§ Prompt
The answer must be an exact copy of the records, with every picture removed.

[Material provided Boundary: Start]

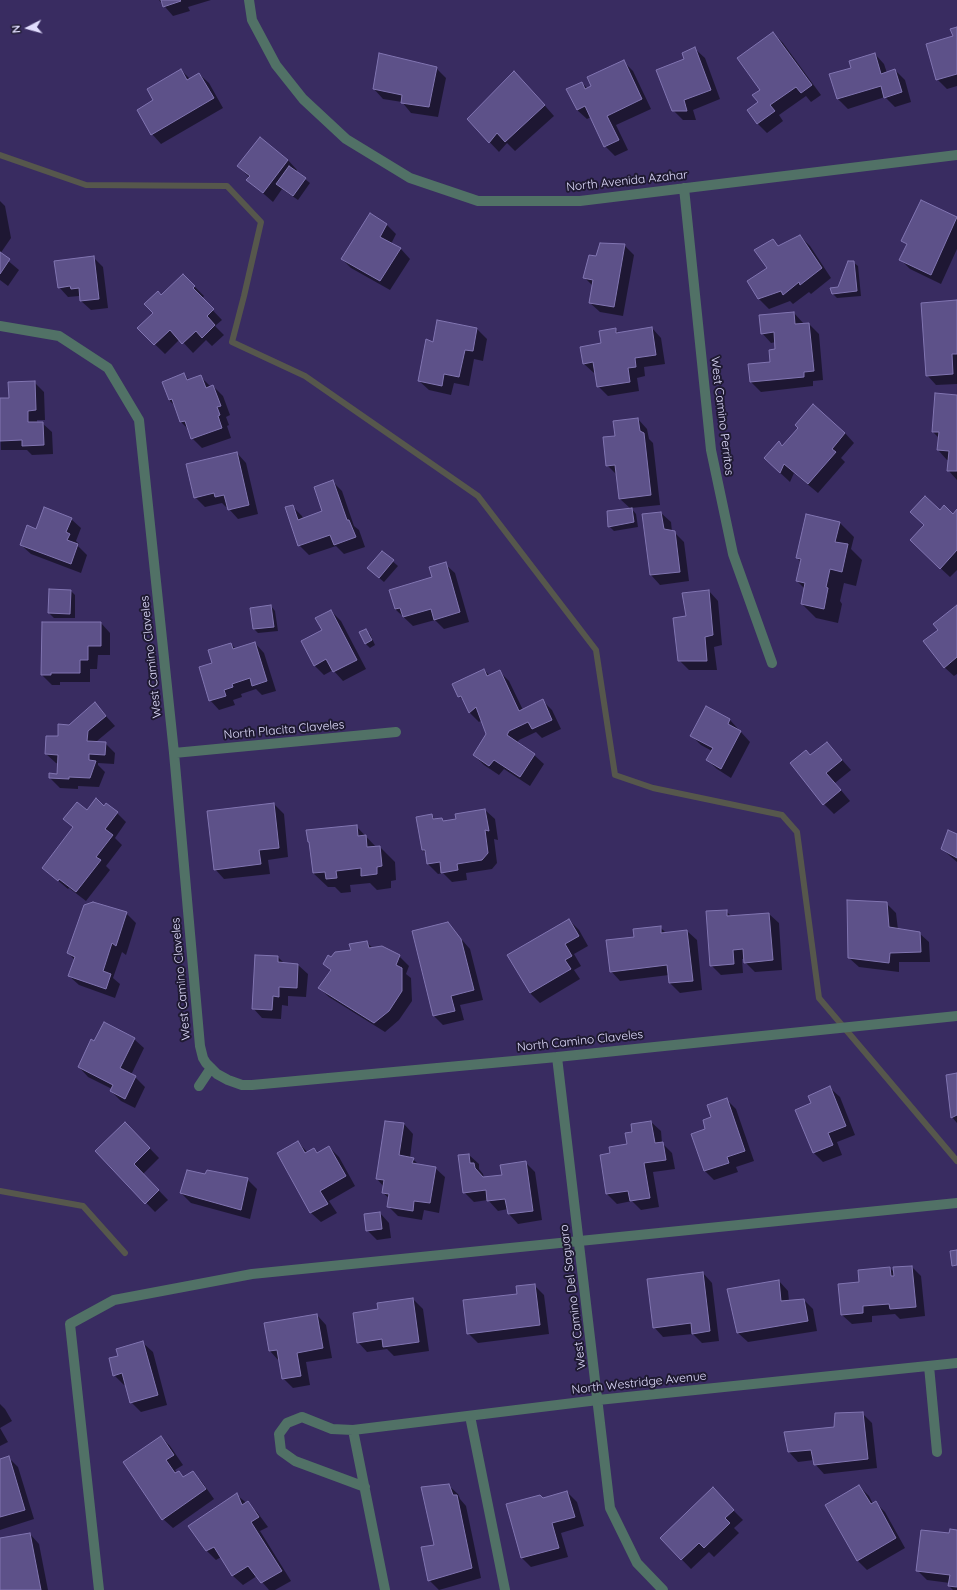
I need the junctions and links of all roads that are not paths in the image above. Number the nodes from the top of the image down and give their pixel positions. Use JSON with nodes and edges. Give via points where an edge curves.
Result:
{"nodes":[{"id":1,"x":249,"y":0,"type":"edge"},
{"id":2,"x":957,"y":155,"type":"edge"},
{"id":3,"x":684,"y":188,"type":"junction"},
{"id":4,"x":0,"y":326,"type":"edge"},
{"id":5,"x":772,"y":663,"type":"dead end"},
{"id":6,"x":396,"y":732,"type":"dead end"},
{"id":7,"x":174,"y":753,"type":"junction"},
{"id":8,"x":957,"y":1016,"type":"edge"},
{"id":9,"x":557,"y":1057,"type":"junction"},
{"id":10,"x":211,"y":1068,"type":"junction"},
{"id":11,"x":199,"y":1086,"type":"dead end"},
{"id":12,"x":957,"y":1203,"type":"edge"},
{"id":13,"x":580,"y":1241,"type":"junction"},
{"id":14,"x":957,"y":1363,"type":"edge"},
{"id":15,"x":929,"y":1366,"type":"junction"},
{"id":16,"x":598,"y":1400,"type":"junction"},
{"id":17,"x":470,"y":1416,"type":"junction"},
{"id":18,"x":353,"y":1430,"type":"junction"},
{"id":19,"x":938,"y":1452,"type":"dead end"},
{"id":20,"x":365,"y":1487,"type":"junction"},
{"id":21,"x":98,"y":1590,"type":"edge"},
{"id":22,"x":385,"y":1590,"type":"edge"},
{"id":23,"x":505,"y":1590,"type":"edge"},
{"id":24,"x":663,"y":1590,"type":"edge"}],
"edges":[{"from":1,"to":3,"type":"street","name":"North Avenida Azahar","via":[[252,20],[276,65],[302,99],[346,139],[410,178],[478,201],[580,202]]},
{"from":2,"to":3,"type":"street","name":"North Avenida Azahar"},
{"from":3,"to":5,"type":"street","name":"West Camino Perritos","via":[[711,450],[733,554]]},
{"from":4,"to":7,"type":"street","name":"West Camino Claveles","via":[[59,336],[108,368],[139,420]]},
{"from":6,"to":7,"type":"street","name":"North Placita Claveles"},
{"from":7,"to":10,"type":"street","name":"West Camino Claveles","via":[[200,1046],[203,1058]]},
{"from":8,"to":9,"type":"street","name":"North Camino Claveles"},
{"from":9,"to":10,"type":"street","name":"North Camino Claveles","via":[[252,1085],[242,1085],[228,1080]]},
{"from":9,"to":13,"type":"street","name":"West Camino Del Saguaro"},
{"from":10,"to":11,"type":"street"},
{"from":12,"to":13,"type":"street"},
{"from":13,"to":16,"type":"street","name":"West Camino Del Saguaro"},
{"from":13,"to":21,"type":"street","via":[[252,1274],[114,1300],[70,1324]]},
{"from":14,"to":15,"type":"street","name":"North Westridge Avenue"},
{"from":15,"to":16,"type":"street","name":"North Westridge Avenue"},
{"from":15,"to":19,"type":"street"},
{"from":16,"to":17,"type":"street","name":"North Westridge Avenue"},
{"from":16,"to":24,"type":"street","name":"West Camino Del Saguaro","via":[[610,1508],[637,1564]]},
{"from":17,"to":18,"type":"street","name":"North Westridge Avenue"},
{"from":17,"to":23,"type":"street"},
{"from":18,"to":20,"type":"street"},
{"from":18,"to":20,"type":"street","name":"North Westridge Avenue","via":[[332,1429],[302,1417],[287,1423],[279,1434],[281,1451],[295,1461]]},
{"from":20,"to":22,"type":"street"}]}
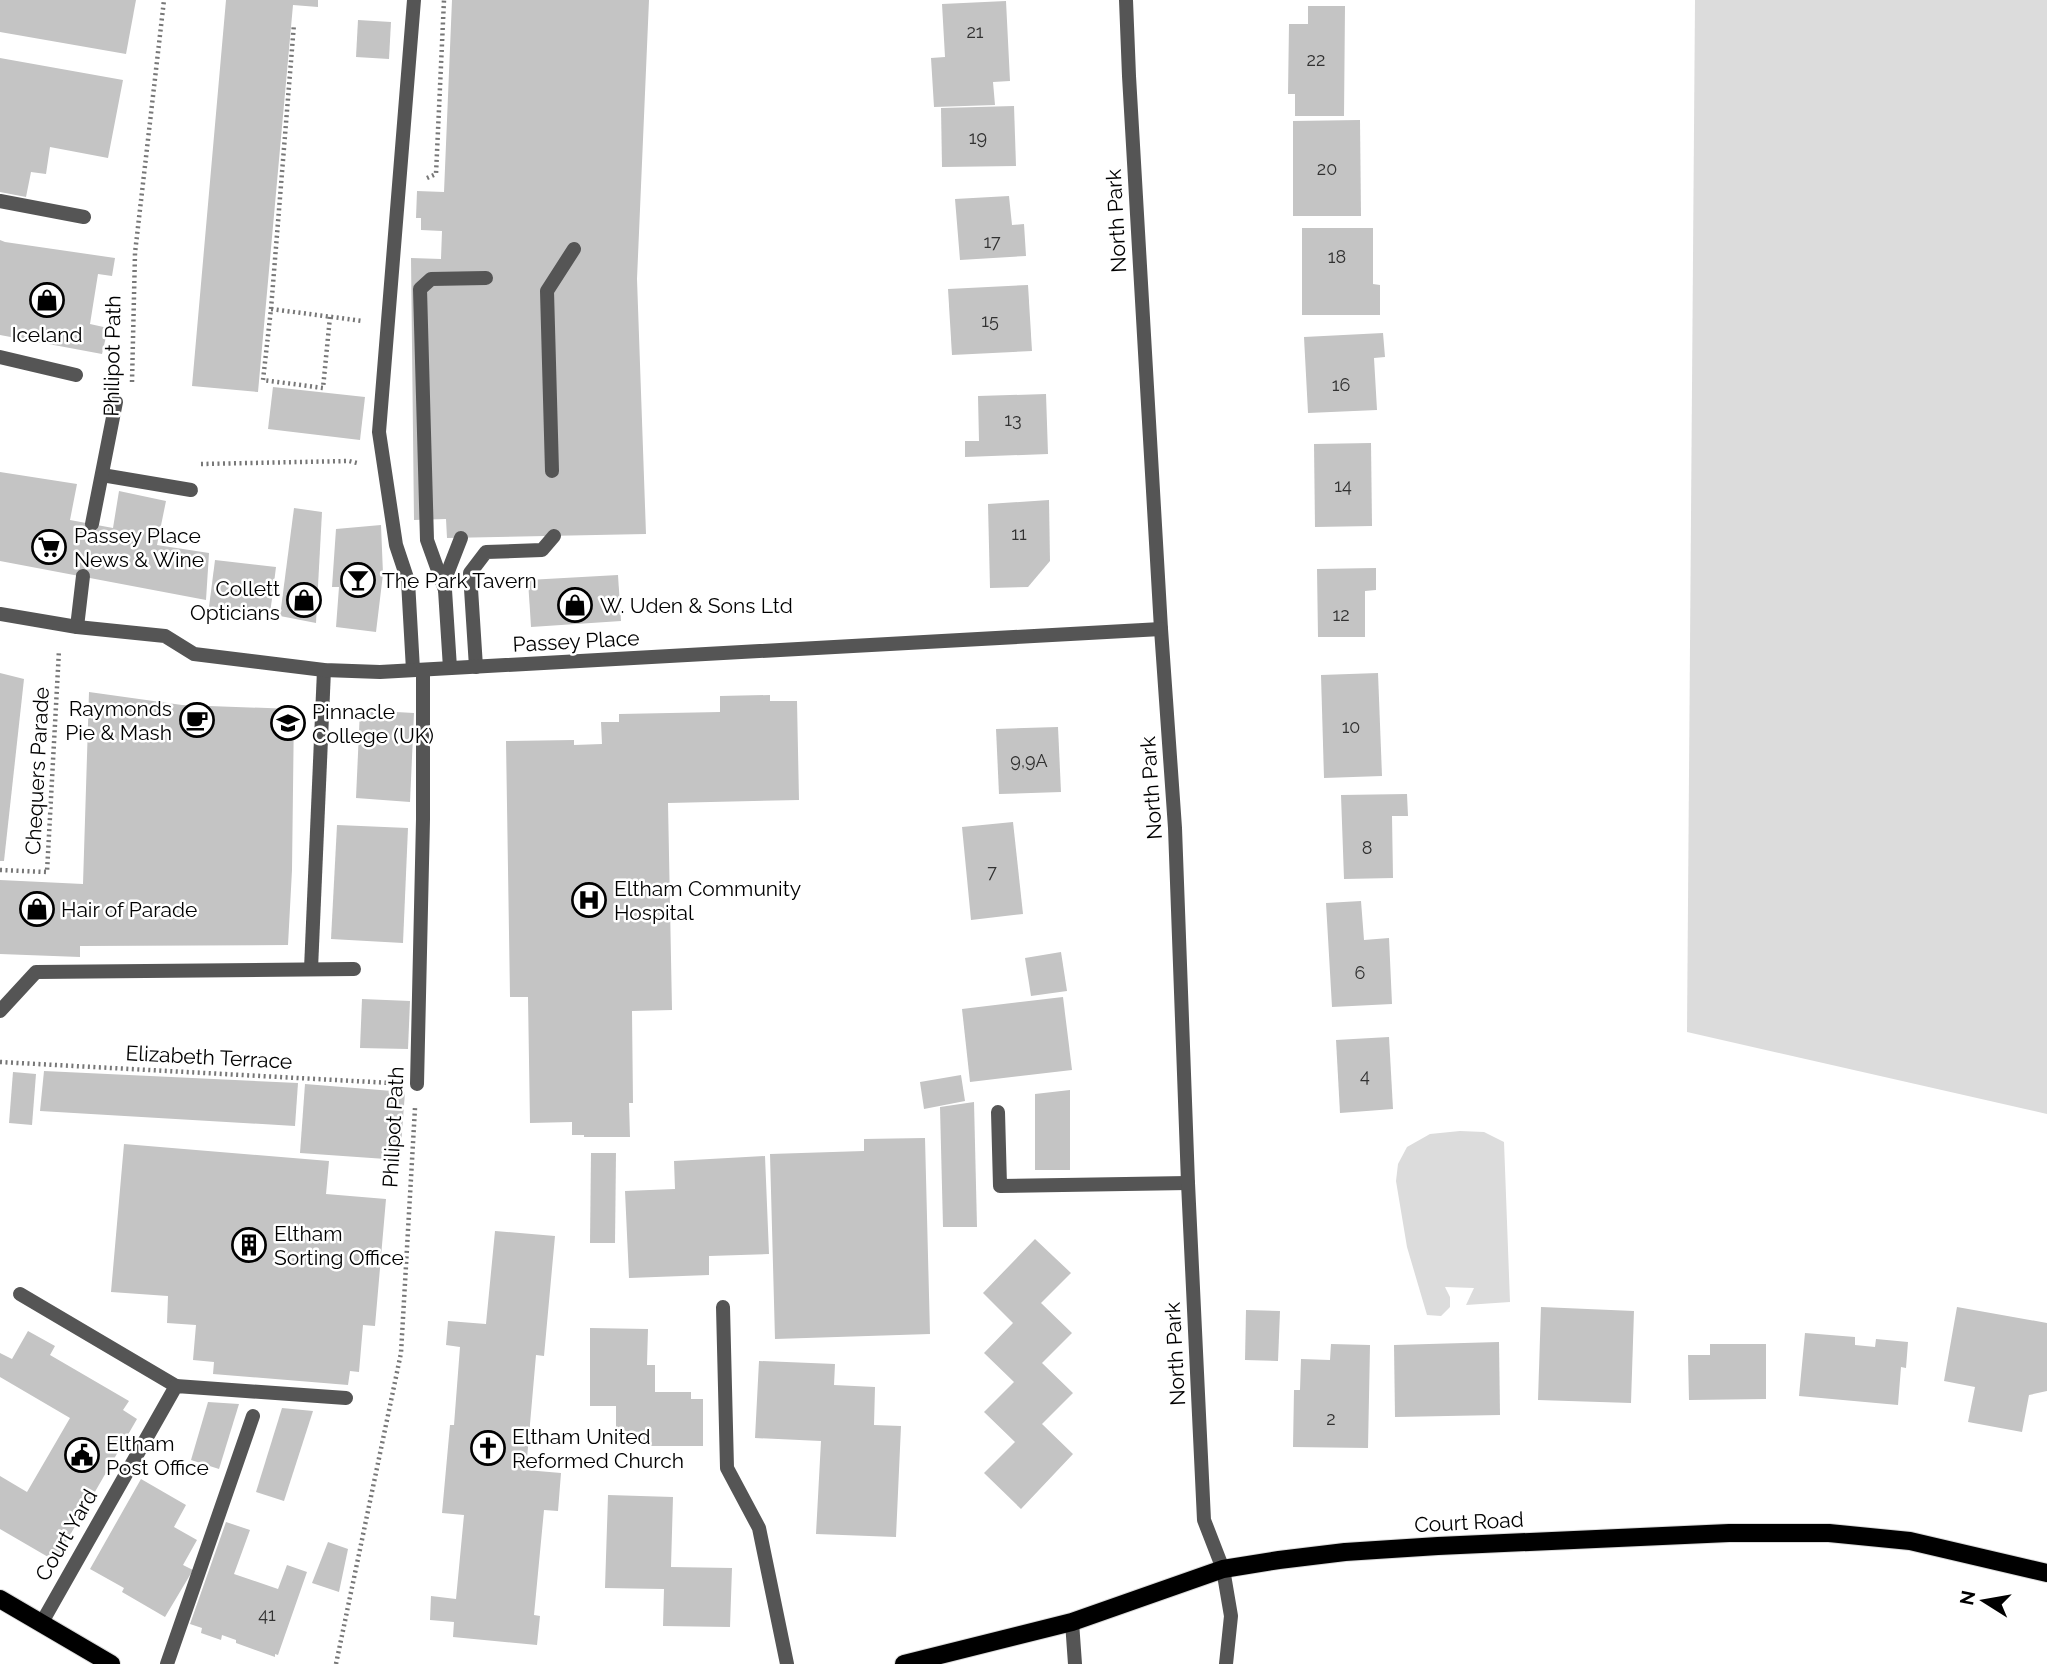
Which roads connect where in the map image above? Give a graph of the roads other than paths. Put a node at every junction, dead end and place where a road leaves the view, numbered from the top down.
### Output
1 (414, 0) edge
2 (1126, 0) edge
3 (0, 201) edge
4 (84, 216) dead end
5 (574, 249) dead end
6 (486, 278) dead end
7 (0, 357) edge
8 (76, 375) dead end
9 (116, 402) dead end
10 (552, 471) dead end
11 (102, 475) junction
12 (191, 490) dead end
13 (92, 524) dead end
14 (554, 536) dead end
15 (461, 538) dead end
16 (83, 576) dead end
17 (446, 590) junction
18 (0, 614) edge
19 (77, 627) junction
20 (1161, 629) junction
21 (476, 667) junction
22 (450, 668) junction
23 (324, 670) junction
24 (418, 670) junction
25 (311, 969) junction
26 (354, 969) dead end
27 (0, 1011) edge
28 (417, 1084) road end
29 (998, 1112) dead end
30 (1188, 1183) junction
31 (20, 1294) dead end
32 (723, 1307) dead end
33 (176, 1386) junction
34 (346, 1398) dead end
35 (253, 1416) dead end
36 (1223, 1569) junction
37 (2047, 1573) edge
38 (0, 1599) edge
39 (1072, 1622) junction
40 (41, 1624) junction
41 (111, 1664) edge
42 (167, 1664) edge
43 (788, 1664) edge
44 (904, 1664) edge
45 (1075, 1664) edge
46 (1226, 1664) edge

1 - 24 street, Philipot Path
2 - 20 street, North Park
3 - 4 street
5 - 10 street
6 - 17 street
7 - 8 street
9 - 11 street
11 - 12 street
11 - 13 street
14 - 21 street
15 - 17 street
16 - 19 street
17 - 22 street
18 - 19 street, Passey Place
19 - 23 street, Passey Place
20 - 21 street, Passey Place
20 - 30 street, North Park
21 - 22 street, Passey Place
22 - 24 street, Passey Place
23 - 24 street, Passey Place
23 - 25 street
24 - 28 street, Philipot Path
25 - 26 street
25 - 27 street
29 - 30 street
30 - 36 street, North Park
31 - 33 street
32 - 43 street
33 - 34 street
33 - 40 street, Court Yard
35 - 42 street
36 - 37 main road, Court Road
36 - 39 main road, Court Road
36 - 46 street, North Park
38 - 40 main road
39 - 44 main road, Court Road
39 - 45 street
40 - 41 main road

[Material provided Boundary: End]

§ Reply to the exercise
I need the junctions and links of all roads that are not paths in the image above. Number the nodes from the top of the image down and give their pixel positions. Use JSON with nodes and edges. Give via points where an edge curves.
Result:
{"nodes":[{"id":1,"x":249,"y":0,"type":"edge"},
{"id":2,"x":957,"y":155,"type":"edge"},
{"id":3,"x":684,"y":188,"type":"junction"},
{"id":4,"x":0,"y":326,"type":"edge"},
{"id":5,"x":772,"y":663,"type":"dead end"},
{"id":6,"x":396,"y":732,"type":"dead end"},
{"id":7,"x":174,"y":753,"type":"junction"},
{"id":8,"x":957,"y":1016,"type":"edge"},
{"id":9,"x":557,"y":1057,"type":"junction"},
{"id":10,"x":211,"y":1068,"type":"junction"},
{"id":11,"x":199,"y":1086,"type":"dead end"},
{"id":12,"x":957,"y":1203,"type":"edge"},
{"id":13,"x":580,"y":1241,"type":"junction"},
{"id":14,"x":957,"y":1363,"type":"edge"},
{"id":15,"x":929,"y":1366,"type":"junction"},
{"id":16,"x":598,"y":1400,"type":"junction"},
{"id":17,"x":470,"y":1416,"type":"junction"},
{"id":18,"x":353,"y":1430,"type":"junction"},
{"id":19,"x":938,"y":1452,"type":"dead end"},
{"id":20,"x":365,"y":1487,"type":"junction"},
{"id":21,"x":98,"y":1590,"type":"edge"},
{"id":22,"x":385,"y":1590,"type":"edge"},
{"id":23,"x":505,"y":1590,"type":"edge"},
{"id":24,"x":663,"y":1590,"type":"edge"}],
"edges":[{"from":1,"to":3,"type":"street","name":"North Avenida Azahar","via":[[252,20],[276,65],[302,99],[346,139],[410,178],[478,201],[580,202]]},
{"from":2,"to":3,"type":"street","name":"North Avenida Azahar"},
{"from":3,"to":5,"type":"street","name":"West Camino Perritos","via":[[711,450],[733,554]]},
{"from":4,"to":7,"type":"street","name":"West Camino Claveles","via":[[59,336],[108,368],[139,420]]},
{"from":6,"to":7,"type":"street","name":"North Placita Claveles"},
{"from":7,"to":10,"type":"street","name":"West Camino Claveles","via":[[200,1046],[203,1058]]},
{"from":8,"to":9,"type":"street","name":"North Camino Claveles"},
{"from":9,"to":10,"type":"street","name":"North Camino Claveles","via":[[252,1085],[242,1085],[228,1080]]},
{"from":9,"to":13,"type":"street","name":"West Camino Del Saguaro"},
{"from":10,"to":11,"type":"street"},
{"from":12,"to":13,"type":"street"},
{"from":13,"to":16,"type":"street","name":"West Camino Del Saguaro"},
{"from":13,"to":21,"type":"street","via":[[252,1274],[114,1300],[70,1324]]},
{"from":14,"to":15,"type":"street","name":"North Westridge Avenue"},
{"from":15,"to":16,"type":"street","name":"North Westridge Avenue"},
{"from":15,"to":19,"type":"street"},
{"from":16,"to":17,"type":"street","name":"North Westridge Avenue"},
{"from":16,"to":24,"type":"street","name":"West Camino Del Saguaro","via":[[610,1508],[637,1564]]},
{"from":17,"to":18,"type":"street","name":"North Westridge Avenue"},
{"from":17,"to":23,"type":"street"},
{"from":18,"to":20,"type":"street"},
{"from":18,"to":20,"type":"street","name":"North Westridge Avenue","via":[[332,1429],[302,1417],[287,1423],[279,1434],[281,1451],[295,1461]]},
{"from":20,"to":22,"type":"street"}]}
Which roads connect where in the map image above? Give a graph of the roads other than paths. Put a node at every junction, dead end and place where a road leaves the view, numbered from the top down.
### Output
1 (414, 0) edge
2 (1126, 0) edge
3 (0, 201) edge
4 (84, 216) dead end
5 (574, 249) dead end
6 (486, 278) dead end
7 (0, 357) edge
8 (76, 375) dead end
9 (116, 402) dead end
10 (552, 471) dead end
11 (102, 475) junction
12 (191, 490) dead end
13 (92, 524) dead end
14 (554, 536) dead end
15 (461, 538) dead end
16 (83, 576) dead end
17 (446, 590) junction
18 (0, 614) edge
19 (77, 627) junction
20 (1161, 629) junction
21 (476, 667) junction
22 (450, 668) junction
23 (324, 670) junction
24 (418, 670) junction
25 (311, 969) junction
26 (354, 969) dead end
27 (0, 1011) edge
28 (417, 1084) road end
29 (998, 1112) dead end
30 (1188, 1183) junction
31 (20, 1294) dead end
32 (723, 1307) dead end
33 (176, 1386) junction
34 (346, 1398) dead end
35 (253, 1416) dead end
36 (1223, 1569) junction
37 (2047, 1573) edge
38 (0, 1599) edge
39 (1072, 1622) junction
40 (41, 1624) junction
41 (111, 1664) edge
42 (167, 1664) edge
43 (788, 1664) edge
44 (904, 1664) edge
45 (1075, 1664) edge
46 (1226, 1664) edge

1 - 24 street, Philipot Path
2 - 20 street, North Park
3 - 4 street
5 - 10 street
6 - 17 street
7 - 8 street
9 - 11 street
11 - 12 street
11 - 13 street
14 - 21 street
15 - 17 street
16 - 19 street
17 - 22 street
18 - 19 street, Passey Place
19 - 23 street, Passey Place
20 - 21 street, Passey Place
20 - 30 street, North Park
21 - 22 street, Passey Place
22 - 24 street, Passey Place
23 - 24 street, Passey Place
23 - 25 street
24 - 28 street, Philipot Path
25 - 26 street
25 - 27 street
29 - 30 street
30 - 36 street, North Park
31 - 33 street
32 - 43 street
33 - 34 street
33 - 40 street, Court Yard
35 - 42 street
36 - 37 main road, Court Road
36 - 39 main road, Court Road
36 - 46 street, North Park
38 - 40 main road
39 - 44 main road, Court Road
39 - 45 street
40 - 41 main road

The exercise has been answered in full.